[TASK OBJECTIVE]: An exact reproduction of the records is required. Images must be left out.

[Stored data entries]:
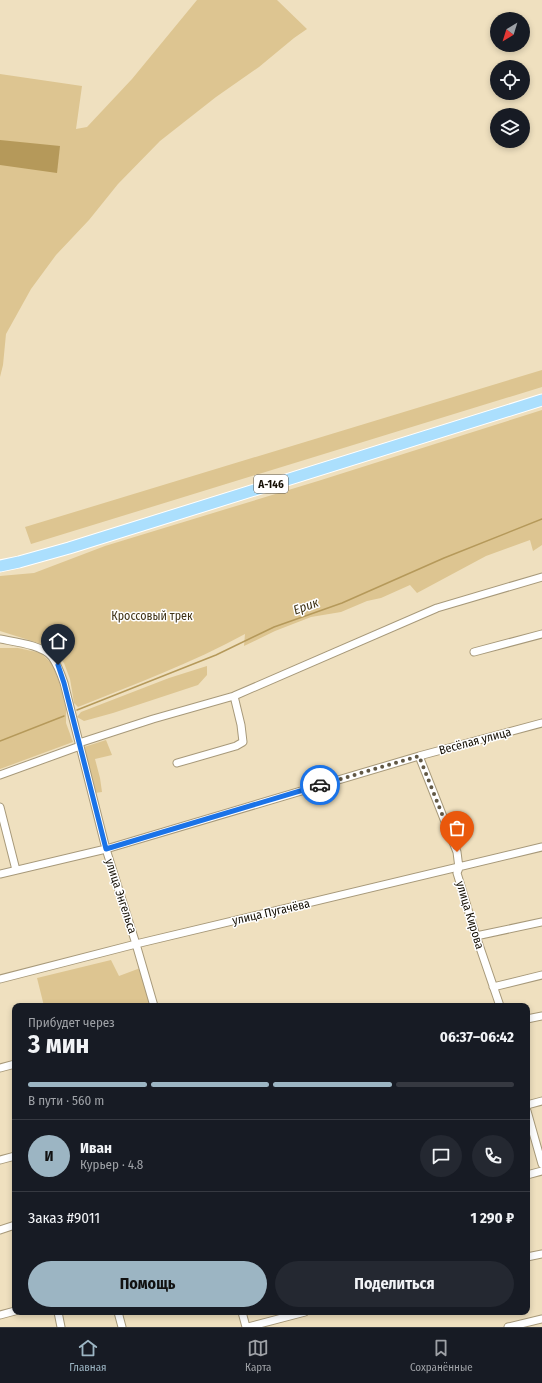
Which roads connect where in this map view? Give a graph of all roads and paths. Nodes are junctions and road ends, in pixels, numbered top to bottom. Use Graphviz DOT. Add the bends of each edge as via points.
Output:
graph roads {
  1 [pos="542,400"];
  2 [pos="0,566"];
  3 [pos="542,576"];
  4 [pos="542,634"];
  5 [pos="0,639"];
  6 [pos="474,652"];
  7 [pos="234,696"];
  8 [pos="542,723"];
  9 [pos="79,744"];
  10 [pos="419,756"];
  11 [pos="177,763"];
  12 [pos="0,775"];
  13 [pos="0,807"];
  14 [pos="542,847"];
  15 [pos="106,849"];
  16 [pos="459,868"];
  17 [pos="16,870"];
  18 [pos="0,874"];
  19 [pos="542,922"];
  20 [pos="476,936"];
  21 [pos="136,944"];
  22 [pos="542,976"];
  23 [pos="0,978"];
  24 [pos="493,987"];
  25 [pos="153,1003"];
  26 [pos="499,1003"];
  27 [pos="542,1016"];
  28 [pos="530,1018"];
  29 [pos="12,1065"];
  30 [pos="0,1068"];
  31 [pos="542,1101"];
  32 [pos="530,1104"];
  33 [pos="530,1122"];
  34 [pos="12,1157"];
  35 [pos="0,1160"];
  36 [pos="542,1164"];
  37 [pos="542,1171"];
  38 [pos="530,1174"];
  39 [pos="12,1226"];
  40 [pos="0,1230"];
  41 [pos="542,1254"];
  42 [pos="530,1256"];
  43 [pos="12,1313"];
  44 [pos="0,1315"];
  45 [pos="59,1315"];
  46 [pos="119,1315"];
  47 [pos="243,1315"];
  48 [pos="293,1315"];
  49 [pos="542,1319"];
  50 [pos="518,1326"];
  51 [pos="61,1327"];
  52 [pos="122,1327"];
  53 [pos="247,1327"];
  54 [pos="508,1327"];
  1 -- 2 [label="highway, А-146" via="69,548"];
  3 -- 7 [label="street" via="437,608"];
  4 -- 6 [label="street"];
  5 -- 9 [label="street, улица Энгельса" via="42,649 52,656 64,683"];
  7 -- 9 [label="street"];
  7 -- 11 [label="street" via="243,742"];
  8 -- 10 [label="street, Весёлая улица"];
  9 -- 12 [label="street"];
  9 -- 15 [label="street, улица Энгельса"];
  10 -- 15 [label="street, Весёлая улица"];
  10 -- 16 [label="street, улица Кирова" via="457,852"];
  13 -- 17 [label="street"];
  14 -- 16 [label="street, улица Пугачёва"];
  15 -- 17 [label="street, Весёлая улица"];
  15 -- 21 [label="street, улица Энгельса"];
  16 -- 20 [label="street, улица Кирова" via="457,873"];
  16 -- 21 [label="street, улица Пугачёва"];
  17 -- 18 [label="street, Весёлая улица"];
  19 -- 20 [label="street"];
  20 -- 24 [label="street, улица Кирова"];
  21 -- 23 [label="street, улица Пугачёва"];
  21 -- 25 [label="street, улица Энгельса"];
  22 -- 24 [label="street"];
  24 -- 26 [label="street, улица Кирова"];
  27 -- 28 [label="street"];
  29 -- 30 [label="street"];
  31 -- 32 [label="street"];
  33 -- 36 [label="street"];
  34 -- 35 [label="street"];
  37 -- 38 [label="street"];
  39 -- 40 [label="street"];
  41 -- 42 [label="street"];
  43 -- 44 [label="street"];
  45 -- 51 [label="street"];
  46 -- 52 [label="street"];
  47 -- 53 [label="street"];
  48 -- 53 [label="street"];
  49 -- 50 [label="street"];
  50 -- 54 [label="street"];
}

[RESULT OF THIS EXERCISE]:
Which roads connect where in this map view? Give a graph of all roads and paths. Nodes are junctions and road ends, in pixels, numbered top to bottom. Use Graphviz DOT. Add the bends of each edge as via points.
Output:
graph roads {
  1 [pos="542,400"];
  2 [pos="0,566"];
  3 [pos="542,576"];
  4 [pos="542,634"];
  5 [pos="0,639"];
  6 [pos="474,652"];
  7 [pos="234,696"];
  8 [pos="542,723"];
  9 [pos="79,744"];
  10 [pos="419,756"];
  11 [pos="177,763"];
  12 [pos="0,775"];
  13 [pos="0,807"];
  14 [pos="542,847"];
  15 [pos="106,849"];
  16 [pos="459,868"];
  17 [pos="16,870"];
  18 [pos="0,874"];
  19 [pos="542,922"];
  20 [pos="476,936"];
  21 [pos="136,944"];
  22 [pos="542,976"];
  23 [pos="0,978"];
  24 [pos="493,987"];
  25 [pos="153,1003"];
  26 [pos="499,1003"];
  27 [pos="542,1016"];
  28 [pos="530,1018"];
  29 [pos="12,1065"];
  30 [pos="0,1068"];
  31 [pos="542,1101"];
  32 [pos="530,1104"];
  33 [pos="530,1122"];
  34 [pos="12,1157"];
  35 [pos="0,1160"];
  36 [pos="542,1164"];
  37 [pos="542,1171"];
  38 [pos="530,1174"];
  39 [pos="12,1226"];
  40 [pos="0,1230"];
  41 [pos="542,1254"];
  42 [pos="530,1256"];
  43 [pos="12,1313"];
  44 [pos="0,1315"];
  45 [pos="59,1315"];
  46 [pos="119,1315"];
  47 [pos="243,1315"];
  48 [pos="293,1315"];
  49 [pos="542,1319"];
  50 [pos="518,1326"];
  51 [pos="61,1327"];
  52 [pos="122,1327"];
  53 [pos="247,1327"];
  54 [pos="508,1327"];
  1 -- 2 [label="highway, А-146" via="69,548"];
  3 -- 7 [label="street" via="437,608"];
  4 -- 6 [label="street"];
  5 -- 9 [label="street, улица Энгельса" via="42,649 52,656 64,683"];
  7 -- 9 [label="street"];
  7 -- 11 [label="street" via="243,742"];
  8 -- 10 [label="street, Весёлая улица"];
  9 -- 12 [label="street"];
  9 -- 15 [label="street, улица Энгельса"];
  10 -- 15 [label="street, Весёлая улица"];
  10 -- 16 [label="street, улица Кирова" via="457,852"];
  13 -- 17 [label="street"];
  14 -- 16 [label="street, улица Пугачёва"];
  15 -- 17 [label="street, Весёлая улица"];
  15 -- 21 [label="street, улица Энгельса"];
  16 -- 20 [label="street, улица Кирова" via="457,873"];
  16 -- 21 [label="street, улица Пугачёва"];
  17 -- 18 [label="street, Весёлая улица"];
  19 -- 20 [label="street"];
  20 -- 24 [label="street, улица Кирова"];
  21 -- 23 [label="street, улица Пугачёва"];
  21 -- 25 [label="street, улица Энгельса"];
  22 -- 24 [label="street"];
  24 -- 26 [label="street, улица Кирова"];
  27 -- 28 [label="street"];
  29 -- 30 [label="street"];
  31 -- 32 [label="street"];
  33 -- 36 [label="street"];
  34 -- 35 [label="street"];
  37 -- 38 [label="street"];
  39 -- 40 [label="street"];
  41 -- 42 [label="street"];
  43 -- 44 [label="street"];
  45 -- 51 [label="street"];
  46 -- 52 [label="street"];
  47 -- 53 [label="street"];
  48 -- 53 [label="street"];
  49 -- 50 [label="street"];
  50 -- 54 [label="street"];
}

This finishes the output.